La présidente du groupe, la députée des Yvelines Aurore Bergé, se positionne du côté des anticorrida. Alors qu’elle n’était pas encore cheffe de file des macronistes, elle avait signé en juillet 2021 une tribune en faveur de l’interdiction de la pratique. Une position partagée, en outre, par le vice-président du groupe, le député de Paris Sylvain Maillard.

Des députés du Sud, comme Patrick Vignal, élu dans l’Hérault, ou encore le député du Gers Jean-René Cazeneuve, s’opposent, eux, à toute interdiction, tentant de convaincre leurs collègues indécis de faire de même. « Ça va disparaître tout seul, il y en a de moins en moins.

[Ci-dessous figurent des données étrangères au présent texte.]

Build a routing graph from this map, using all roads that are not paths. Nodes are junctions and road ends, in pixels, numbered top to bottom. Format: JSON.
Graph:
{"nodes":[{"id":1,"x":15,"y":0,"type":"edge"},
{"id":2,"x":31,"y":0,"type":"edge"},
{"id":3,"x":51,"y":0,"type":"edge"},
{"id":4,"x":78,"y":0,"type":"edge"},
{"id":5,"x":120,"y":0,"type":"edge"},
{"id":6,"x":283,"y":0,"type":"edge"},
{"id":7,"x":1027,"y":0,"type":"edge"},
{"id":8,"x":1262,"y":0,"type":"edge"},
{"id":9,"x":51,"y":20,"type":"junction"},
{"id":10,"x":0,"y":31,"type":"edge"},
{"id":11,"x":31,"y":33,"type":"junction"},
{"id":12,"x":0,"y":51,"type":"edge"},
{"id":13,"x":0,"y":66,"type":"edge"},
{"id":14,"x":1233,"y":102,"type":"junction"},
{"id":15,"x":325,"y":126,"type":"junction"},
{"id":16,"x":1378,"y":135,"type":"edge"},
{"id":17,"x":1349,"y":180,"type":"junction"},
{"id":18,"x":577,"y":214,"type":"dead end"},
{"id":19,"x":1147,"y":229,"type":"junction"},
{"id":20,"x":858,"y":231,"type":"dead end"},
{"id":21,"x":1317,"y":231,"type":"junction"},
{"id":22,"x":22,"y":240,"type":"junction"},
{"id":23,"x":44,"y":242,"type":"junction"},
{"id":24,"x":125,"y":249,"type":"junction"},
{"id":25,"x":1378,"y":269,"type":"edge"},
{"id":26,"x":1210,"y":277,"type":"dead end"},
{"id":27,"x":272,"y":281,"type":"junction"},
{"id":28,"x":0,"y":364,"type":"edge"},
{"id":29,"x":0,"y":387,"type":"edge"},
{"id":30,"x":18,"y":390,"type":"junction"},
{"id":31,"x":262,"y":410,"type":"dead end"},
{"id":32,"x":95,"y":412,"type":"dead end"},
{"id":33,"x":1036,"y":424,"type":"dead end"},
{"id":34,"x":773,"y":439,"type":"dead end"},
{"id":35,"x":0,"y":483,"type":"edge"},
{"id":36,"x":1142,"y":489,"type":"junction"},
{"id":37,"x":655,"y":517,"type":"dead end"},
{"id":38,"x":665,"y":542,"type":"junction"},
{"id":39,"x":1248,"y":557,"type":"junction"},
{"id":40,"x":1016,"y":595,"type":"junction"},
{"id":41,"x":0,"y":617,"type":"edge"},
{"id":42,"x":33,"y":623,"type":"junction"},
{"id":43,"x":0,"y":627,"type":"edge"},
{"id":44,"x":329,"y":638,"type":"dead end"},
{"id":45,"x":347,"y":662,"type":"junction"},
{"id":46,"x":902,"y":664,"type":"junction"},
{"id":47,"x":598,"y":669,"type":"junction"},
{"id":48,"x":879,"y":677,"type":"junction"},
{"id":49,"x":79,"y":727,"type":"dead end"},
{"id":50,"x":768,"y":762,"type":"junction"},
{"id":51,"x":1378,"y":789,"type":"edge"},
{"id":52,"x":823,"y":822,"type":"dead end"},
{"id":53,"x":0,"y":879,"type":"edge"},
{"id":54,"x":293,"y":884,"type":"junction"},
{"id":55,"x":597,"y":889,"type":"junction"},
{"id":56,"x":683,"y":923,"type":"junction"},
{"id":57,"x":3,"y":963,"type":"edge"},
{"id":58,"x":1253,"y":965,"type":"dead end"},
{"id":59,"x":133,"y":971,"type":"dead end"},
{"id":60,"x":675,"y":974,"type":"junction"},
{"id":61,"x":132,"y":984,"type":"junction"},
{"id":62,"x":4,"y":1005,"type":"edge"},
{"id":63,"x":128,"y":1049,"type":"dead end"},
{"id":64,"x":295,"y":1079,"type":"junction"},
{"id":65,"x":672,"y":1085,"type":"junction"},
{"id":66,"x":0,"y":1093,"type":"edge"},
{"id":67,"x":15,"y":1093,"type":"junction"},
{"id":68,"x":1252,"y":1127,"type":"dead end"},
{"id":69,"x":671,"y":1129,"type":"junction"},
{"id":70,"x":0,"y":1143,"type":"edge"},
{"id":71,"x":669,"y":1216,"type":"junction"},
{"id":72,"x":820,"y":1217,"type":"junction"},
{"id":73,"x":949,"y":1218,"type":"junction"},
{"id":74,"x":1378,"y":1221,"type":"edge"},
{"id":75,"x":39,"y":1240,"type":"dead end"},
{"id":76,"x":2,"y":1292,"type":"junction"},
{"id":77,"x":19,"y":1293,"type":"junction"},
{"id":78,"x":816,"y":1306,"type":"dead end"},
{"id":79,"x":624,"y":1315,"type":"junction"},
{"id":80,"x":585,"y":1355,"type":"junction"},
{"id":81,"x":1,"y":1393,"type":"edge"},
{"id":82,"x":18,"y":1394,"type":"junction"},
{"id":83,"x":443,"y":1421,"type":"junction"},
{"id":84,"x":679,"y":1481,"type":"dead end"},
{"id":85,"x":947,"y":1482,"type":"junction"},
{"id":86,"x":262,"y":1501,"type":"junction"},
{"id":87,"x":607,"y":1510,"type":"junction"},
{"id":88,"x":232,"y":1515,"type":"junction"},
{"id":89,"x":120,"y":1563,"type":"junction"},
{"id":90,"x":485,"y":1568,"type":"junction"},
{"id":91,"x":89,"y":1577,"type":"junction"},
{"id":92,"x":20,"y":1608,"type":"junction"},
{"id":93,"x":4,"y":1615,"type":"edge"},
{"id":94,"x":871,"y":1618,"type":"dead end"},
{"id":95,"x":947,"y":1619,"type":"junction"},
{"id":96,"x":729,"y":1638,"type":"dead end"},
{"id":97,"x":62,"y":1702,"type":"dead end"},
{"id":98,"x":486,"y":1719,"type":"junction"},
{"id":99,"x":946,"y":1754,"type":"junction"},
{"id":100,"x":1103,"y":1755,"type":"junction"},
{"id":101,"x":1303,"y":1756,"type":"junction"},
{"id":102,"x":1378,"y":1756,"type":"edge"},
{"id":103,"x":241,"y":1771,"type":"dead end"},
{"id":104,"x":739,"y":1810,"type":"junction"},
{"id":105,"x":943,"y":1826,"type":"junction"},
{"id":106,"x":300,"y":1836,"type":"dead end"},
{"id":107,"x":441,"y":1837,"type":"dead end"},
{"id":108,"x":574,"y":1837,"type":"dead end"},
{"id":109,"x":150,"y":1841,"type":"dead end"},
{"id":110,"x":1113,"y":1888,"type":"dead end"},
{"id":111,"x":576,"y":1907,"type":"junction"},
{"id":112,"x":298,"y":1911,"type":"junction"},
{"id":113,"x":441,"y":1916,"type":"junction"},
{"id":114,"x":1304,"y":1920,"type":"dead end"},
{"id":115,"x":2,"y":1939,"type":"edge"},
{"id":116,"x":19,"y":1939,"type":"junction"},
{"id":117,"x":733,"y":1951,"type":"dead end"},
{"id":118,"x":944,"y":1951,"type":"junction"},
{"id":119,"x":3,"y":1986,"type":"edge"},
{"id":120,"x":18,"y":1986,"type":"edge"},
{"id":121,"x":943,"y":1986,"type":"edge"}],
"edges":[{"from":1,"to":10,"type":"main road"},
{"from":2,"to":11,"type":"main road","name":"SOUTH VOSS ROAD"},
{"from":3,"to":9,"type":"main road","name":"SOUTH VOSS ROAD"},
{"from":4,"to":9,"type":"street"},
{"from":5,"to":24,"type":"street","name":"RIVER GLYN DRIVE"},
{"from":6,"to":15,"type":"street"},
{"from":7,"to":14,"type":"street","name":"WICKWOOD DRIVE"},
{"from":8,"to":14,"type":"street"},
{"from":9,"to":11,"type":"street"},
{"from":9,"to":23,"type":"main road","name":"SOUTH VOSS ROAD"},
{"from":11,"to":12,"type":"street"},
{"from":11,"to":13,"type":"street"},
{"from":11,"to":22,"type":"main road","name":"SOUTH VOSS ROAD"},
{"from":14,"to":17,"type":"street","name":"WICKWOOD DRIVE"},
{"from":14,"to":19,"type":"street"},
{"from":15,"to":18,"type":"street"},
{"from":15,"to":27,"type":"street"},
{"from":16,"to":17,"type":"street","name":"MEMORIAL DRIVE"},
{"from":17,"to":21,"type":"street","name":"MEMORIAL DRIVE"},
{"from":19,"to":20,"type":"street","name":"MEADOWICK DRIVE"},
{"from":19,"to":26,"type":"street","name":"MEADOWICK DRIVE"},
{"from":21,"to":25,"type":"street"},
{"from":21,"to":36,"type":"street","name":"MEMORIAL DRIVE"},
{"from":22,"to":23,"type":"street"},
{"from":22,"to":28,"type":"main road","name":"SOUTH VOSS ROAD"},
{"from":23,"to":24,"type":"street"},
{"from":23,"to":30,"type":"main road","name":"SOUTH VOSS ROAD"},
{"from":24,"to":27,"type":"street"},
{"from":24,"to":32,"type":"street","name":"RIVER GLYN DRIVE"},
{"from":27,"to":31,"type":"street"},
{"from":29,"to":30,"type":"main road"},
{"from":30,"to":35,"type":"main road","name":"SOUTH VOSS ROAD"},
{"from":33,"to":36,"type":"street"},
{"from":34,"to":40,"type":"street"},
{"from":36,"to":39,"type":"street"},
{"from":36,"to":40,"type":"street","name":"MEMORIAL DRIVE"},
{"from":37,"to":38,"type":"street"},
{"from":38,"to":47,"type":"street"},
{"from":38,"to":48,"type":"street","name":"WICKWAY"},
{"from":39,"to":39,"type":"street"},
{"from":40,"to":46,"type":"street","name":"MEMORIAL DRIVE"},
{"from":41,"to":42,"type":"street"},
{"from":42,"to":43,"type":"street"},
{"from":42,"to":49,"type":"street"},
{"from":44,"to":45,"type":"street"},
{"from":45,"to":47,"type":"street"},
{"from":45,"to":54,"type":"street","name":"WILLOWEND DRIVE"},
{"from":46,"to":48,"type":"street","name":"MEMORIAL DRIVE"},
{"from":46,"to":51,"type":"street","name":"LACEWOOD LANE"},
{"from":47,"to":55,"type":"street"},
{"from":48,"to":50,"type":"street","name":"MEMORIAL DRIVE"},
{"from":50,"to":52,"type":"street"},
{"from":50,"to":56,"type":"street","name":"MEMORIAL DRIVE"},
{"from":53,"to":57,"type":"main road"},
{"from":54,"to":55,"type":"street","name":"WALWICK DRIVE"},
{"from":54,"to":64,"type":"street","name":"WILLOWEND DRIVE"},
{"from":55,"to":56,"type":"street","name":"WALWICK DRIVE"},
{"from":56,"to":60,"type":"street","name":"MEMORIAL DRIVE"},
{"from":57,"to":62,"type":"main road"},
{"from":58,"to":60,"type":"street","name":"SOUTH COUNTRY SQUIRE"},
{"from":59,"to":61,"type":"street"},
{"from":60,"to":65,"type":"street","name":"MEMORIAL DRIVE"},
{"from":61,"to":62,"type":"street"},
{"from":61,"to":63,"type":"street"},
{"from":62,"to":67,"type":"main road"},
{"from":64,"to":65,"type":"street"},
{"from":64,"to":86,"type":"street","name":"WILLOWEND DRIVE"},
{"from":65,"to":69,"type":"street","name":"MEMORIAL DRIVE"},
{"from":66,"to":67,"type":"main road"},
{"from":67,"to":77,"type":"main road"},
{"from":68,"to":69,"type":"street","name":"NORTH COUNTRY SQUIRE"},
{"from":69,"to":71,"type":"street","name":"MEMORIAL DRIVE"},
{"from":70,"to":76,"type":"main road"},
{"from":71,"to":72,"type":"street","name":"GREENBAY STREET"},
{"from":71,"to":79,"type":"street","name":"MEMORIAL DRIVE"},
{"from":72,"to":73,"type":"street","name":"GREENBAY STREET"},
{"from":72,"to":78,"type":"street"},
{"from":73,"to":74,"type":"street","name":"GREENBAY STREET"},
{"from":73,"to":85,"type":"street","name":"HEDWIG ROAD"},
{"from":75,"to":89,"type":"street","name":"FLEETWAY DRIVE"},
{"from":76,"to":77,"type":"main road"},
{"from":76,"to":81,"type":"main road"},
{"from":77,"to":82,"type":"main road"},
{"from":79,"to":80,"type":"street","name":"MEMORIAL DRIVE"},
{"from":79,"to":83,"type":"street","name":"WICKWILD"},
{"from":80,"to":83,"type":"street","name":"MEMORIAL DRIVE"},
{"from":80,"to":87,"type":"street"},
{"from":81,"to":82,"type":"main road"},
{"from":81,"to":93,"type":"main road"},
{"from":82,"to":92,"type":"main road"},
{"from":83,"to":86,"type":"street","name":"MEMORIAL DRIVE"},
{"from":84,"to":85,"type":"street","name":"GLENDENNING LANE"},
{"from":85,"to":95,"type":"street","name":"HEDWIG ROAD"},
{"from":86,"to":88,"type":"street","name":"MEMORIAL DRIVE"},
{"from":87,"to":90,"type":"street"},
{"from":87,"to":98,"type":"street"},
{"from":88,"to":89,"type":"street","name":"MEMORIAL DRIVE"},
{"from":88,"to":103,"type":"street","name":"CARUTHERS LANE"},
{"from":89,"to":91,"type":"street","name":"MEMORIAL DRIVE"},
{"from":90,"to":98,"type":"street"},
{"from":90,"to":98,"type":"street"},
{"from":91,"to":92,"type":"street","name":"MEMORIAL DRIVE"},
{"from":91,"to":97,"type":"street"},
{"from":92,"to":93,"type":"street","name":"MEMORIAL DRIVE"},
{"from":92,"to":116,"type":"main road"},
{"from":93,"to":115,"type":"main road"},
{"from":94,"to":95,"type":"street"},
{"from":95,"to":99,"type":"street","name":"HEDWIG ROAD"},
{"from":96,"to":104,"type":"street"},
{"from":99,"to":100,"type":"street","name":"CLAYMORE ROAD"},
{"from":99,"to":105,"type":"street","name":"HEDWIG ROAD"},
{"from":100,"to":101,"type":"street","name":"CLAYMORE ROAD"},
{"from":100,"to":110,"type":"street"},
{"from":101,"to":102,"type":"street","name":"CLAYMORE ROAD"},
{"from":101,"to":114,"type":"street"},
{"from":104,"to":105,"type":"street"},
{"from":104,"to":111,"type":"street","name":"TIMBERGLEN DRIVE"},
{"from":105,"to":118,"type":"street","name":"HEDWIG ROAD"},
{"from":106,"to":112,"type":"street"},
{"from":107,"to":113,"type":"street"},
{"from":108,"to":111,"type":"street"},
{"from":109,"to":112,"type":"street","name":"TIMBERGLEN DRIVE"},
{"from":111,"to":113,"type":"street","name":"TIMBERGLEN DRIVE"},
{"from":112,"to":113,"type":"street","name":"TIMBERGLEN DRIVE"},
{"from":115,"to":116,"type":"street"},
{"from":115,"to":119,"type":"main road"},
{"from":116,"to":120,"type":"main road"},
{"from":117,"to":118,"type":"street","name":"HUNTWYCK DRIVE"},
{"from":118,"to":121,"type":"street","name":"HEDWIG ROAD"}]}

Ça ne sert à rien de l’interdire et d’humilier des gens pour qui ce sont des traditions », a argumenté ce dernier auprès de l’Agence France-Presse.

Les trente députés du groupe Horizons ont, eux, tranché en réunion de groupe mardi pour un vote contre le texte quand les députés du MoDem du groupe Démocrates « voteront très majoritairement contre cette proposition de loi », qui « s’attaque en vérité à notre patrimoine culturel, à notre identité », a défendu la députée des Pyrénées-Atlantiques Florence Lasserre en commission mercredi.

En attendant le ferraillage dans l’Hémicycle, le débat se poursuit dans la rue ce week-end. Des mobilisations sont prévues dans les villes taurines contre l’interdiction, tout comme des actions des associations de protection animale en faveur de la proposition d’Aymeric Caron.

Reste encore à savoir si l’Assemblée aura le temps d’examiner le texte en séance lors de la très chargée journée de « niche » parlementaire de LFI, où il figure en quatrième position sur douze textes présentés.